▶ _Brief_: Transcribe each entry exactly as it appears, leaving out any picture it holds.

▶ _Data excerpts_:

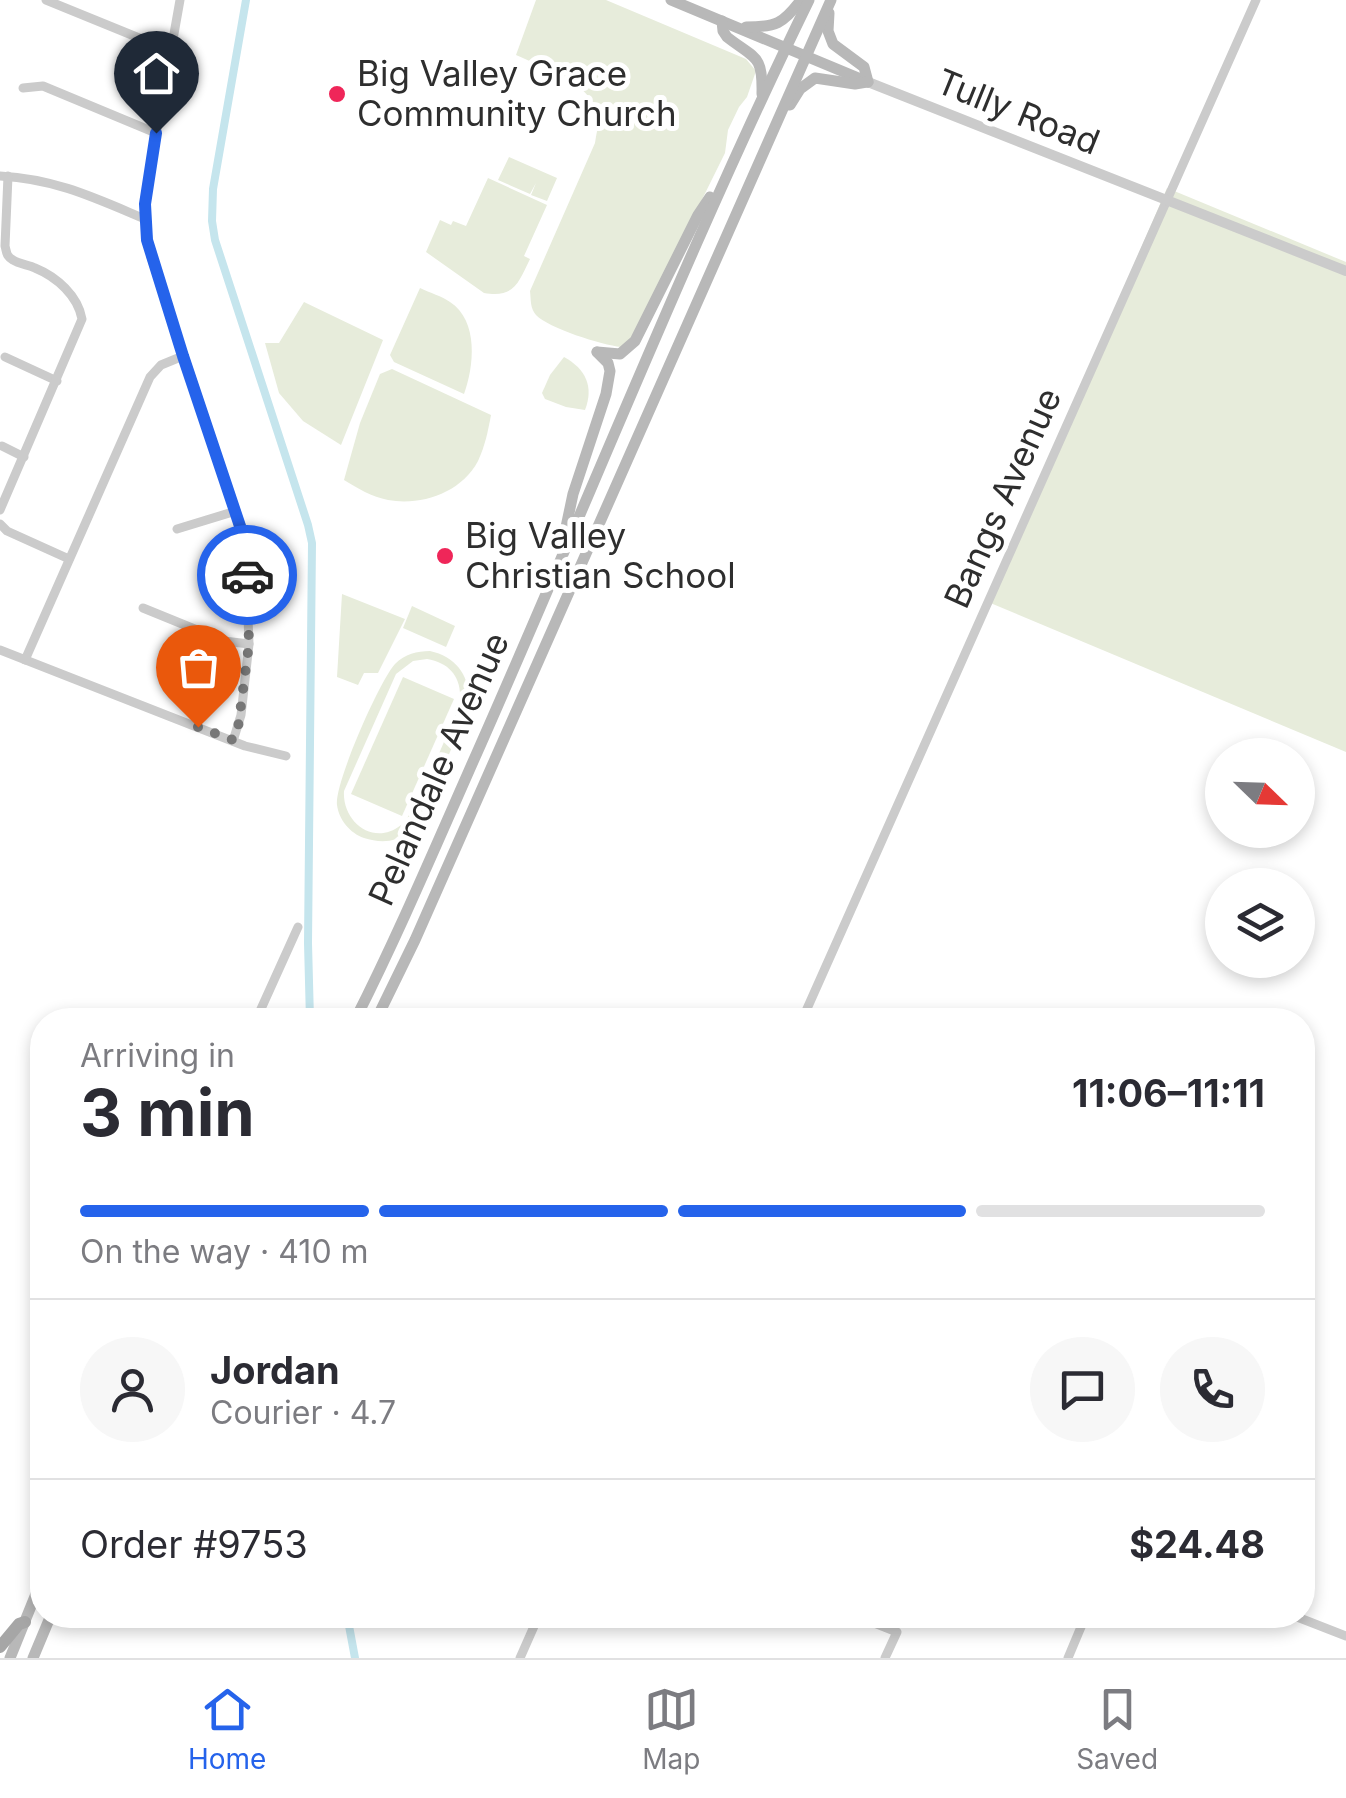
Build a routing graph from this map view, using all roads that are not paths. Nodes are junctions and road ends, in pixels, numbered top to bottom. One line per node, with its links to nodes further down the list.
1 (46, 0): 10 (street)
2 (180, 0): 10 (street)
3 (671, 0): 8 (main road, Tully Road)
4 (801, 0): 8 (main road)
5 (809, 0): 9 (main road, Pelandale Avenue)
6 (1256, 0): 19 (street, Bangs Avenue)
7 (831, 1): 11 (main road, Pelandale Avenue); 12 (main road, Pelandale Avenue)
8 (722, 20): 9 (main road, Tully Road); 14 (main road)
9 (786, 46): 11 (main road, Tully Road); 14 (main road, Pelandale Avenue)
10 (170, 51): 16 (street)
11 (807, 55): 12 (main road, Tully Road); 15 (main road, Pelandale Avenue)
12 (868, 82): 15 (main road, Pelandale Avenue); 19 (street, Tully Road)
13 (23, 88): 16 (street)
14 (762, 99): 17 (main road, Pelandale Avenue)
15 (780, 115): 42 (main road, Pelandale Avenue)
16 (156, 133): 20 (street)
17 (728, 171): 32 (main road, Pelandale Avenue); 32 (main road)
18 (4, 176): 20 (street); 24 (street)
19 (1165, 200): 21 (street, Tully Road); 43 (street, Bangs Avenue)
20 (145, 219): 23 (street)
21 (1346, 271)
22 (5, 356): 24 (street)
23 (183, 356): 28 (street); 31 (street)
24 (57, 380): 26 (street)
25 (2, 446): 26 (street)
26 (24, 457): 27 (street)
27 (0, 510)
28 (236, 512): 30 (street); 34 (street)
29 (0, 524): 31 (street)
30 (177, 529)
31 (70, 560): 36 (street)
32 (560, 562): 41 (main road, Pelandale Avenue)
33 (143, 608): 34 (street)
34 (249, 644): 37 (street)
35 (0, 650): 36 (street)
36 (25, 660): 37 (street)
37 (233, 740): 38 (street)
38 (286, 756)
39 (298, 926): 40 (street)
40 (261, 1008)
41 (361, 1008)
42 (382, 1008)
43 (807, 1008)
44 (30, 1609): 45 (main road)
45 (25, 1622): 52 (main road); 53 (main road)
46 (1315, 1624): 51 (street)
47 (46, 1628): 54 (main road)
48 (533, 1628): 55 (street)
49 (886, 1628): 56 (street)
50 (1081, 1628): 57 (street)
51 (1346, 1636)
52 (0, 1647)
53 (10, 1658)
54 (33, 1658)
55 (520, 1658)
56 (885, 1658)
57 (1068, 1658)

▶ _Solution below_:
Build a routing graph from this map view, using all roads that are not paths. Nodes are junctions and road ends, in pixels, numbered top to bottom. One line per node, with its links to nodes further down the list.
1 (46, 0): 10 (street)
2 (180, 0): 10 (street)
3 (671, 0): 8 (main road, Tully Road)
4 (801, 0): 8 (main road)
5 (809, 0): 9 (main road, Pelandale Avenue)
6 (1256, 0): 19 (street, Bangs Avenue)
7 (831, 1): 11 (main road, Pelandale Avenue); 12 (main road, Pelandale Avenue)
8 (722, 20): 9 (main road, Tully Road); 14 (main road)
9 (786, 46): 11 (main road, Tully Road); 14 (main road, Pelandale Avenue)
10 (170, 51): 16 (street)
11 (807, 55): 12 (main road, Tully Road); 15 (main road, Pelandale Avenue)
12 (868, 82): 15 (main road, Pelandale Avenue); 19 (street, Tully Road)
13 (23, 88): 16 (street)
14 (762, 99): 17 (main road, Pelandale Avenue)
15 (780, 115): 42 (main road, Pelandale Avenue)
16 (156, 133): 20 (street)
17 (728, 171): 32 (main road, Pelandale Avenue); 32 (main road)
18 (4, 176): 20 (street); 24 (street)
19 (1165, 200): 21 (street, Tully Road); 43 (street, Bangs Avenue)
20 (145, 219): 23 (street)
21 (1346, 271)
22 (5, 356): 24 (street)
23 (183, 356): 28 (street); 31 (street)
24 (57, 380): 26 (street)
25 (2, 446): 26 (street)
26 (24, 457): 27 (street)
27 (0, 510)
28 (236, 512): 30 (street); 34 (street)
29 (0, 524): 31 (street)
30 (177, 529)
31 (70, 560): 36 (street)
32 (560, 562): 41 (main road, Pelandale Avenue)
33 (143, 608): 34 (street)
34 (249, 644): 37 (street)
35 (0, 650): 36 (street)
36 (25, 660): 37 (street)
37 (233, 740): 38 (street)
38 (286, 756)
39 (298, 926): 40 (street)
40 (261, 1008)
41 (361, 1008)
42 (382, 1008)
43 (807, 1008)
44 (30, 1609): 45 (main road)
45 (25, 1622): 52 (main road); 53 (main road)
46 (1315, 1624): 51 (street)
47 (46, 1628): 54 (main road)
48 (533, 1628): 55 (street)
49 (886, 1628): 56 (street)
50 (1081, 1628): 57 (street)
51 (1346, 1636)
52 (0, 1647)
53 (10, 1658)
54 (33, 1658)
55 (520, 1658)
56 (885, 1658)
57 (1068, 1658)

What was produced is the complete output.